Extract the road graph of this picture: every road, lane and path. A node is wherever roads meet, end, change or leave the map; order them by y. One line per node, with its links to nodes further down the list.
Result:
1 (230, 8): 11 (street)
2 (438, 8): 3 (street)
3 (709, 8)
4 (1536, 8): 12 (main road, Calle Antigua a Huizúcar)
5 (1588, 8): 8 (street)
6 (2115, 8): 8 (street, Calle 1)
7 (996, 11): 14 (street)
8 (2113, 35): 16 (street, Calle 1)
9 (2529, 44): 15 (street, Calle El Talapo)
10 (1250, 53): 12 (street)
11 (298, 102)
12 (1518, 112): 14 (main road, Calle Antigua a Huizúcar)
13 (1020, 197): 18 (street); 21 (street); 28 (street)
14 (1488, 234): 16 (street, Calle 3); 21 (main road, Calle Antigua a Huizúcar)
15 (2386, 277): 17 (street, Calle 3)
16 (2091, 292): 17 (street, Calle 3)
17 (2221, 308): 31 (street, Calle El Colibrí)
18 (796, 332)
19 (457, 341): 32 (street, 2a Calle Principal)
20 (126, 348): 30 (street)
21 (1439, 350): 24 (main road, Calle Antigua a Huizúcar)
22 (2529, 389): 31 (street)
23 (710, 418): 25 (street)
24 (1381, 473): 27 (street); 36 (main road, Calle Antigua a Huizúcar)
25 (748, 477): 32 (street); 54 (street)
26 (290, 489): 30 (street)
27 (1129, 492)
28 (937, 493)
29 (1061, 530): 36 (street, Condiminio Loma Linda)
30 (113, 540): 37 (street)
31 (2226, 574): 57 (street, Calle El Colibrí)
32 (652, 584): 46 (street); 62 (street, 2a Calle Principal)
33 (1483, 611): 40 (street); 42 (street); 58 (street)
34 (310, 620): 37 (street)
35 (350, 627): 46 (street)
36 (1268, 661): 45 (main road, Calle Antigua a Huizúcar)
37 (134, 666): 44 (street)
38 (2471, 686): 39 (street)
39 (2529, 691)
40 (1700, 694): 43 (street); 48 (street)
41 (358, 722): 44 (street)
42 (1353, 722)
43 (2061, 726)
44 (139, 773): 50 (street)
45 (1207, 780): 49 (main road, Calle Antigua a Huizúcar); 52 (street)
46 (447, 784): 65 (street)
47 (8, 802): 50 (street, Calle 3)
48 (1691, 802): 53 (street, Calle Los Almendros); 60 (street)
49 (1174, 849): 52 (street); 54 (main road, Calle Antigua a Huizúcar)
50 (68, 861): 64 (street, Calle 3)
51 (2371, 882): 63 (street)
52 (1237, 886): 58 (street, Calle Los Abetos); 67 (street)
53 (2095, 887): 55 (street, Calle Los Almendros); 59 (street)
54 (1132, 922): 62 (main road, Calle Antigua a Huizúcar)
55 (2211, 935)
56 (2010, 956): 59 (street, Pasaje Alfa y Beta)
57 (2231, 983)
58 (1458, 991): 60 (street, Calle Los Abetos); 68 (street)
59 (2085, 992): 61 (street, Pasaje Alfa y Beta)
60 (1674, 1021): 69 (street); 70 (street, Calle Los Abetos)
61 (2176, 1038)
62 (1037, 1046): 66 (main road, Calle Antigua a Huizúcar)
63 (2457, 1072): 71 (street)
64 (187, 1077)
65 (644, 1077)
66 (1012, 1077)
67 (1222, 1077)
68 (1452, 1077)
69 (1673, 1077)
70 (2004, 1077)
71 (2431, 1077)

* [Exercise aim]
Copy every record above exactly as it stands.

* [Solution for this task]
Extract the road graph of this picture: every road, lane and path. A node is wherever roads meet, end, change or leave the map; order them by y. One line per node, with its links to nodes further down the list.
Result:
1 (230, 8): 11 (street)
2 (438, 8): 3 (street)
3 (709, 8)
4 (1536, 8): 12 (main road, Calle Antigua a Huizúcar)
5 (1588, 8): 8 (street)
6 (2115, 8): 8 (street, Calle 1)
7 (996, 11): 14 (street)
8 (2113, 35): 16 (street, Calle 1)
9 (2529, 44): 15 (street, Calle El Talapo)
10 (1250, 53): 12 (street)
11 (298, 102)
12 (1518, 112): 14 (main road, Calle Antigua a Huizúcar)
13 (1020, 197): 18 (street); 21 (street); 28 (street)
14 (1488, 234): 16 (street, Calle 3); 21 (main road, Calle Antigua a Huizúcar)
15 (2386, 277): 17 (street, Calle 3)
16 (2091, 292): 17 (street, Calle 3)
17 (2221, 308): 31 (street, Calle El Colibrí)
18 (796, 332)
19 (457, 341): 32 (street, 2a Calle Principal)
20 (126, 348): 30 (street)
21 (1439, 350): 24 (main road, Calle Antigua a Huizúcar)
22 (2529, 389): 31 (street)
23 (710, 418): 25 (street)
24 (1381, 473): 27 (street); 36 (main road, Calle Antigua a Huizúcar)
25 (748, 477): 32 (street); 54 (street)
26 (290, 489): 30 (street)
27 (1129, 492)
28 (937, 493)
29 (1061, 530): 36 (street, Condiminio Loma Linda)
30 (113, 540): 37 (street)
31 (2226, 574): 57 (street, Calle El Colibrí)
32 (652, 584): 46 (street); 62 (street, 2a Calle Principal)
33 (1483, 611): 40 (street); 42 (street); 58 (street)
34 (310, 620): 37 (street)
35 (350, 627): 46 (street)
36 (1268, 661): 45 (main road, Calle Antigua a Huizúcar)
37 (134, 666): 44 (street)
38 (2471, 686): 39 (street)
39 (2529, 691)
40 (1700, 694): 43 (street); 48 (street)
41 (358, 722): 44 (street)
42 (1353, 722)
43 (2061, 726)
44 (139, 773): 50 (street)
45 (1207, 780): 49 (main road, Calle Antigua a Huizúcar); 52 (street)
46 (447, 784): 65 (street)
47 (8, 802): 50 (street, Calle 3)
48 (1691, 802): 53 (street, Calle Los Almendros); 60 (street)
49 (1174, 849): 52 (street); 54 (main road, Calle Antigua a Huizúcar)
50 (68, 861): 64 (street, Calle 3)
51 (2371, 882): 63 (street)
52 (1237, 886): 58 (street, Calle Los Abetos); 67 (street)
53 (2095, 887): 55 (street, Calle Los Almendros); 59 (street)
54 (1132, 922): 62 (main road, Calle Antigua a Huizúcar)
55 (2211, 935)
56 (2010, 956): 59 (street, Pasaje Alfa y Beta)
57 (2231, 983)
58 (1458, 991): 60 (street, Calle Los Abetos); 68 (street)
59 (2085, 992): 61 (street, Pasaje Alfa y Beta)
60 (1674, 1021): 69 (street); 70 (street, Calle Los Abetos)
61 (2176, 1038)
62 (1037, 1046): 66 (main road, Calle Antigua a Huizúcar)
63 (2457, 1072): 71 (street)
64 (187, 1077)
65 (644, 1077)
66 (1012, 1077)
67 (1222, 1077)
68 (1452, 1077)
69 (1673, 1077)
70 (2004, 1077)
71 (2431, 1077)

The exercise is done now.